::: Extracted data :::

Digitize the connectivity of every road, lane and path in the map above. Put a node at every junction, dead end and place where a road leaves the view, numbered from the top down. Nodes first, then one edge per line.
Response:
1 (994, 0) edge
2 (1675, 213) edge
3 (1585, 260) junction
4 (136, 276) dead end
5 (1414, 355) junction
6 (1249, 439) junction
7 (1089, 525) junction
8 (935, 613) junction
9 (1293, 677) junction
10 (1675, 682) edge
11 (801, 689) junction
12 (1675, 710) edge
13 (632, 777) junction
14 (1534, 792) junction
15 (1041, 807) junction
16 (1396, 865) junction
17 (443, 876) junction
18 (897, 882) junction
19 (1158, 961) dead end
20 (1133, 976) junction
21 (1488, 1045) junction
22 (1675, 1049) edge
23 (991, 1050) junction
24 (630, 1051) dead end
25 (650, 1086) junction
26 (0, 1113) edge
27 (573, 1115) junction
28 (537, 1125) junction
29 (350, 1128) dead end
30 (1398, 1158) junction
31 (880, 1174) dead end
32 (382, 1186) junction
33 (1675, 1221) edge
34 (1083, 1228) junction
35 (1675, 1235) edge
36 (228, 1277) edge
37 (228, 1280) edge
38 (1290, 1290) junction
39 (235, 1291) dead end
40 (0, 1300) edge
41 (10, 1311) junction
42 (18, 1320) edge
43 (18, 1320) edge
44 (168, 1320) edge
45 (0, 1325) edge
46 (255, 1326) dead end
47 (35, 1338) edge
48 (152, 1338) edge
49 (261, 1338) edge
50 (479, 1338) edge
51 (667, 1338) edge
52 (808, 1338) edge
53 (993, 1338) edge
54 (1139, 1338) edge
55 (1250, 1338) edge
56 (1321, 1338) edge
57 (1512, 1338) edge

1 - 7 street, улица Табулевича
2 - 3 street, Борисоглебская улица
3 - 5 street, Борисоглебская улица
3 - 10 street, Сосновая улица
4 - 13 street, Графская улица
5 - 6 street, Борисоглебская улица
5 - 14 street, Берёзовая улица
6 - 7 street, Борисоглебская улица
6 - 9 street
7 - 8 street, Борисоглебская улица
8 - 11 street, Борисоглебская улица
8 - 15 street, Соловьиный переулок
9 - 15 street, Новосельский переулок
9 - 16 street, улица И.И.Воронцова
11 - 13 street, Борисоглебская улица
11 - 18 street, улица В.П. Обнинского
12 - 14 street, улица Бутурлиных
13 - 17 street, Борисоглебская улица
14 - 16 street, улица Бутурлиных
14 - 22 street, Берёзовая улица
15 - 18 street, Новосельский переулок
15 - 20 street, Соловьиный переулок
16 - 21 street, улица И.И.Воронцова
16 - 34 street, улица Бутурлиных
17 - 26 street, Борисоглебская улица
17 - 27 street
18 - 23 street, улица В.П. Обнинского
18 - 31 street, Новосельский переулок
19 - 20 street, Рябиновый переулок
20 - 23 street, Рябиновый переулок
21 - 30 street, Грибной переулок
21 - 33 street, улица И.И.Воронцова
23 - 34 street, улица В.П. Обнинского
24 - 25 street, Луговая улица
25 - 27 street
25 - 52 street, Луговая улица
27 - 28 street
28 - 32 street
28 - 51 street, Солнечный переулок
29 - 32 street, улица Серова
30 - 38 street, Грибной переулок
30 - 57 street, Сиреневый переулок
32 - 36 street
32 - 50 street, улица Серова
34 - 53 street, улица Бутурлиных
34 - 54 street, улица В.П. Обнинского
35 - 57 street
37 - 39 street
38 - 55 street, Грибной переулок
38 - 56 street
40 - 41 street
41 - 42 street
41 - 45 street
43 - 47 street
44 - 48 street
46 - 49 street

:::

* **Prompt**
An exact repeat of all the records is required.

* **Answer to this task**
Digitize the connectivity of every road, lane and path in the map above. Put a node at every junction, dead end and place where a road leaves the view, numbered from the top down. Nodes first, then one edge per line.
Response:
1 (994, 0) edge
2 (1675, 213) edge
3 (1585, 260) junction
4 (136, 276) dead end
5 (1414, 355) junction
6 (1249, 439) junction
7 (1089, 525) junction
8 (935, 613) junction
9 (1293, 677) junction
10 (1675, 682) edge
11 (801, 689) junction
12 (1675, 710) edge
13 (632, 777) junction
14 (1534, 792) junction
15 (1041, 807) junction
16 (1396, 865) junction
17 (443, 876) junction
18 (897, 882) junction
19 (1158, 961) dead end
20 (1133, 976) junction
21 (1488, 1045) junction
22 (1675, 1049) edge
23 (991, 1050) junction
24 (630, 1051) dead end
25 (650, 1086) junction
26 (0, 1113) edge
27 (573, 1115) junction
28 (537, 1125) junction
29 (350, 1128) dead end
30 (1398, 1158) junction
31 (880, 1174) dead end
32 (382, 1186) junction
33 (1675, 1221) edge
34 (1083, 1228) junction
35 (1675, 1235) edge
36 (228, 1277) edge
37 (228, 1280) edge
38 (1290, 1290) junction
39 (235, 1291) dead end
40 (0, 1300) edge
41 (10, 1311) junction
42 (18, 1320) edge
43 (18, 1320) edge
44 (168, 1320) edge
45 (0, 1325) edge
46 (255, 1326) dead end
47 (35, 1338) edge
48 (152, 1338) edge
49 (261, 1338) edge
50 (479, 1338) edge
51 (667, 1338) edge
52 (808, 1338) edge
53 (993, 1338) edge
54 (1139, 1338) edge
55 (1250, 1338) edge
56 (1321, 1338) edge
57 (1512, 1338) edge

1 - 7 street, улица Табулевича
2 - 3 street, Борисоглебская улица
3 - 5 street, Борисоглебская улица
3 - 10 street, Сосновая улица
4 - 13 street, Графская улица
5 - 6 street, Борисоглебская улица
5 - 14 street, Берёзовая улица
6 - 7 street, Борисоглебская улица
6 - 9 street
7 - 8 street, Борисоглебская улица
8 - 11 street, Борисоглебская улица
8 - 15 street, Соловьиный переулок
9 - 15 street, Новосельский переулок
9 - 16 street, улица И.И.Воронцова
11 - 13 street, Борисоглебская улица
11 - 18 street, улица В.П. Обнинского
12 - 14 street, улица Бутурлиных
13 - 17 street, Борисоглебская улица
14 - 16 street, улица Бутурлиных
14 - 22 street, Берёзовая улица
15 - 18 street, Новосельский переулок
15 - 20 street, Соловьиный переулок
16 - 21 street, улица И.И.Воронцова
16 - 34 street, улица Бутурлиных
17 - 26 street, Борисоглебская улица
17 - 27 street
18 - 23 street, улица В.П. Обнинского
18 - 31 street, Новосельский переулок
19 - 20 street, Рябиновый переулок
20 - 23 street, Рябиновый переулок
21 - 30 street, Грибной переулок
21 - 33 street, улица И.И.Воронцова
23 - 34 street, улица В.П. Обнинского
24 - 25 street, Луговая улица
25 - 27 street
25 - 52 street, Луговая улица
27 - 28 street
28 - 32 street
28 - 51 street, Солнечный переулок
29 - 32 street, улица Серова
30 - 38 street, Грибной переулок
30 - 57 street, Сиреневый переулок
32 - 36 street
32 - 50 street, улица Серова
34 - 53 street, улица Бутурлиных
34 - 54 street, улица В.П. Обнинского
35 - 57 street
37 - 39 street
38 - 55 street, Грибной переулок
38 - 56 street
40 - 41 street
41 - 42 street
41 - 45 street
43 - 47 street
44 - 48 street
46 - 49 street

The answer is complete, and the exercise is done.